EXERCISE DETAILS
Repeat the records exactly, so that each line matches the original.

DATASET CONTENT
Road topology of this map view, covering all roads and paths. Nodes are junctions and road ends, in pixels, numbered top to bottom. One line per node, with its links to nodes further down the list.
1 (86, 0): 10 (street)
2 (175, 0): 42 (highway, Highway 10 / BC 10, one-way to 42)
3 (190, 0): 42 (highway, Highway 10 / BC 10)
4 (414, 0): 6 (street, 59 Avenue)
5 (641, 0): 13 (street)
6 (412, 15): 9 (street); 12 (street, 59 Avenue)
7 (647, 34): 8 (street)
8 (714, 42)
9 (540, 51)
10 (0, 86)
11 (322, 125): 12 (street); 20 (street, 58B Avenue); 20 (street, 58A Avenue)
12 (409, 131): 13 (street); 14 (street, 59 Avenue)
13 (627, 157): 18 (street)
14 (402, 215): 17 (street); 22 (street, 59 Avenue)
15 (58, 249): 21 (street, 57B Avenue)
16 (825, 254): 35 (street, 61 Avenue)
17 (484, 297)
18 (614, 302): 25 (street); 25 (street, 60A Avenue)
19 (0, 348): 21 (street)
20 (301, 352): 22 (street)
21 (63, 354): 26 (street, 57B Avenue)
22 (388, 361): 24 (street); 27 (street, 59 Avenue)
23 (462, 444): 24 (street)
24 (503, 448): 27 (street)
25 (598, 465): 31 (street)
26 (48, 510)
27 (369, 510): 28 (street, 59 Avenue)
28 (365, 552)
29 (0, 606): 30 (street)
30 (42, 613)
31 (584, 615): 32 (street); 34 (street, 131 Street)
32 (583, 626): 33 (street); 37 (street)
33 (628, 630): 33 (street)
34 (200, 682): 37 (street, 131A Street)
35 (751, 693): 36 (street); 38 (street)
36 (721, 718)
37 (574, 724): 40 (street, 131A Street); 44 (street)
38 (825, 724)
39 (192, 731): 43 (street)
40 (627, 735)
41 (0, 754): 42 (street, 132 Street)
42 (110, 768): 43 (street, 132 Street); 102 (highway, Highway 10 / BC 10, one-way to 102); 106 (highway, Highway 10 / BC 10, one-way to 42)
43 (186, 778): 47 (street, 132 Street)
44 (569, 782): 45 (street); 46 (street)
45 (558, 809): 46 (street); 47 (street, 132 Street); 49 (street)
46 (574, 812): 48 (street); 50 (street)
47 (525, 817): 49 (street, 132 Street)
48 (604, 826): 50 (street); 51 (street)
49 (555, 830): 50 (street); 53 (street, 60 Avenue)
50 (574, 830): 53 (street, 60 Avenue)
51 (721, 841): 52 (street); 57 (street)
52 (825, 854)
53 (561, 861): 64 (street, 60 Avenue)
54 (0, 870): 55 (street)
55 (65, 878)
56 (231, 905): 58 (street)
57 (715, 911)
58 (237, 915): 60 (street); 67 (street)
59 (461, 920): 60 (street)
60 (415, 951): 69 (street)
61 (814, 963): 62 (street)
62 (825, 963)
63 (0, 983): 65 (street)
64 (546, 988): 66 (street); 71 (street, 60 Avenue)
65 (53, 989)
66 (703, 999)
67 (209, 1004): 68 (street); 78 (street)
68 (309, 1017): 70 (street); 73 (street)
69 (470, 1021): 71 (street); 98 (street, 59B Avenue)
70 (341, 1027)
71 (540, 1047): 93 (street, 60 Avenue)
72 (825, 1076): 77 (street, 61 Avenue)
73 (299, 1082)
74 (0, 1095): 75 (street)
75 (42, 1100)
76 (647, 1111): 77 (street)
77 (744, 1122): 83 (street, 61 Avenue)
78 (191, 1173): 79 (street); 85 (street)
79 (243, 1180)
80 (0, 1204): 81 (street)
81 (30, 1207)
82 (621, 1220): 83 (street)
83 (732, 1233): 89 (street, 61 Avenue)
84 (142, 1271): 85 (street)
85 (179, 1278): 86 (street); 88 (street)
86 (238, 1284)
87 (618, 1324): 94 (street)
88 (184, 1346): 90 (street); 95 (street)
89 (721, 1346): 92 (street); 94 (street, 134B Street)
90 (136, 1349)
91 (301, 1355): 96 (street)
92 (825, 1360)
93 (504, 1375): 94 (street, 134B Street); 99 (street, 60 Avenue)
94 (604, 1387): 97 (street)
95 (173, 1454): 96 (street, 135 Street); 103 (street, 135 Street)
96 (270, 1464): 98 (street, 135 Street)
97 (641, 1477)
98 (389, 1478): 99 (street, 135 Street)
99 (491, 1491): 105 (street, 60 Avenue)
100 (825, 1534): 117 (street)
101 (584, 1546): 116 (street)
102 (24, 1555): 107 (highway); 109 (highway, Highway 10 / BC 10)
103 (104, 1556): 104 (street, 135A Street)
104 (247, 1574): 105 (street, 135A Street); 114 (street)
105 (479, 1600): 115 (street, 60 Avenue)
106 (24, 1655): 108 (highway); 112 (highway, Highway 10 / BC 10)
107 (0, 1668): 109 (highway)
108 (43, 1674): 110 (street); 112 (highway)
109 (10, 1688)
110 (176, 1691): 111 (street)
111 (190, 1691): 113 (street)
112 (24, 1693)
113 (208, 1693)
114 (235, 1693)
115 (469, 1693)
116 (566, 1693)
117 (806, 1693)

WRITTEN SOLUTION
Road topology of this map view, covering all roads and paths. Nodes are junctions and road ends, in pixels, numbered top to bottom. One line per node, with its links to nodes further down the list.
1 (86, 0): 10 (street)
2 (175, 0): 42 (highway, Highway 10 / BC 10, one-way to 42)
3 (190, 0): 42 (highway, Highway 10 / BC 10)
4 (414, 0): 6 (street, 59 Avenue)
5 (641, 0): 13 (street)
6 (412, 15): 9 (street); 12 (street, 59 Avenue)
7 (647, 34): 8 (street)
8 (714, 42)
9 (540, 51)
10 (0, 86)
11 (322, 125): 12 (street); 20 (street, 58B Avenue); 20 (street, 58A Avenue)
12 (409, 131): 13 (street); 14 (street, 59 Avenue)
13 (627, 157): 18 (street)
14 (402, 215): 17 (street); 22 (street, 59 Avenue)
15 (58, 249): 21 (street, 57B Avenue)
16 (825, 254): 35 (street, 61 Avenue)
17 (484, 297)
18 (614, 302): 25 (street); 25 (street, 60A Avenue)
19 (0, 348): 21 (street)
20 (301, 352): 22 (street)
21 (63, 354): 26 (street, 57B Avenue)
22 (388, 361): 24 (street); 27 (street, 59 Avenue)
23 (462, 444): 24 (street)
24 (503, 448): 27 (street)
25 (598, 465): 31 (street)
26 (48, 510)
27 (369, 510): 28 (street, 59 Avenue)
28 (365, 552)
29 (0, 606): 30 (street)
30 (42, 613)
31 (584, 615): 32 (street); 34 (street, 131 Street)
32 (583, 626): 33 (street); 37 (street)
33 (628, 630): 33 (street)
34 (200, 682): 37 (street, 131A Street)
35 (751, 693): 36 (street); 38 (street)
36 (721, 718)
37 (574, 724): 40 (street, 131A Street); 44 (street)
38 (825, 724)
39 (192, 731): 43 (street)
40 (627, 735)
41 (0, 754): 42 (street, 132 Street)
42 (110, 768): 43 (street, 132 Street); 102 (highway, Highway 10 / BC 10, one-way to 102); 106 (highway, Highway 10 / BC 10, one-way to 42)
43 (186, 778): 47 (street, 132 Street)
44 (569, 782): 45 (street); 46 (street)
45 (558, 809): 46 (street); 47 (street, 132 Street); 49 (street)
46 (574, 812): 48 (street); 50 (street)
47 (525, 817): 49 (street, 132 Street)
48 (604, 826): 50 (street); 51 (street)
49 (555, 830): 50 (street); 53 (street, 60 Avenue)
50 (574, 830): 53 (street, 60 Avenue)
51 (721, 841): 52 (street); 57 (street)
52 (825, 854)
53 (561, 861): 64 (street, 60 Avenue)
54 (0, 870): 55 (street)
55 (65, 878)
56 (231, 905): 58 (street)
57 (715, 911)
58 (237, 915): 60 (street); 67 (street)
59 (461, 920): 60 (street)
60 (415, 951): 69 (street)
61 (814, 963): 62 (street)
62 (825, 963)
63 (0, 983): 65 (street)
64 (546, 988): 66 (street); 71 (street, 60 Avenue)
65 (53, 989)
66 (703, 999)
67 (209, 1004): 68 (street); 78 (street)
68 (309, 1017): 70 (street); 73 (street)
69 (470, 1021): 71 (street); 98 (street, 59B Avenue)
70 (341, 1027)
71 (540, 1047): 93 (street, 60 Avenue)
72 (825, 1076): 77 (street, 61 Avenue)
73 (299, 1082)
74 (0, 1095): 75 (street)
75 (42, 1100)
76 (647, 1111): 77 (street)
77 (744, 1122): 83 (street, 61 Avenue)
78 (191, 1173): 79 (street); 85 (street)
79 (243, 1180)
80 (0, 1204): 81 (street)
81 (30, 1207)
82 (621, 1220): 83 (street)
83 (732, 1233): 89 (street, 61 Avenue)
84 (142, 1271): 85 (street)
85 (179, 1278): 86 (street); 88 (street)
86 (238, 1284)
87 (618, 1324): 94 (street)
88 (184, 1346): 90 (street); 95 (street)
89 (721, 1346): 92 (street); 94 (street, 134B Street)
90 (136, 1349)
91 (301, 1355): 96 (street)
92 (825, 1360)
93 (504, 1375): 94 (street, 134B Street); 99 (street, 60 Avenue)
94 (604, 1387): 97 (street)
95 (173, 1454): 96 (street, 135 Street); 103 (street, 135 Street)
96 (270, 1464): 98 (street, 135 Street)
97 (641, 1477)
98 (389, 1478): 99 (street, 135 Street)
99 (491, 1491): 105 (street, 60 Avenue)
100 (825, 1534): 117 (street)
101 (584, 1546): 116 (street)
102 (24, 1555): 107 (highway); 109 (highway, Highway 10 / BC 10)
103 (104, 1556): 104 (street, 135A Street)
104 (247, 1574): 105 (street, 135A Street); 114 (street)
105 (479, 1600): 115 (street, 60 Avenue)
106 (24, 1655): 108 (highway); 112 (highway, Highway 10 / BC 10)
107 (0, 1668): 109 (highway)
108 (43, 1674): 110 (street); 112 (highway)
109 (10, 1688)
110 (176, 1691): 111 (street)
111 (190, 1691): 113 (street)
112 (24, 1693)
113 (208, 1693)
114 (235, 1693)
115 (469, 1693)
116 (566, 1693)
117 (806, 1693)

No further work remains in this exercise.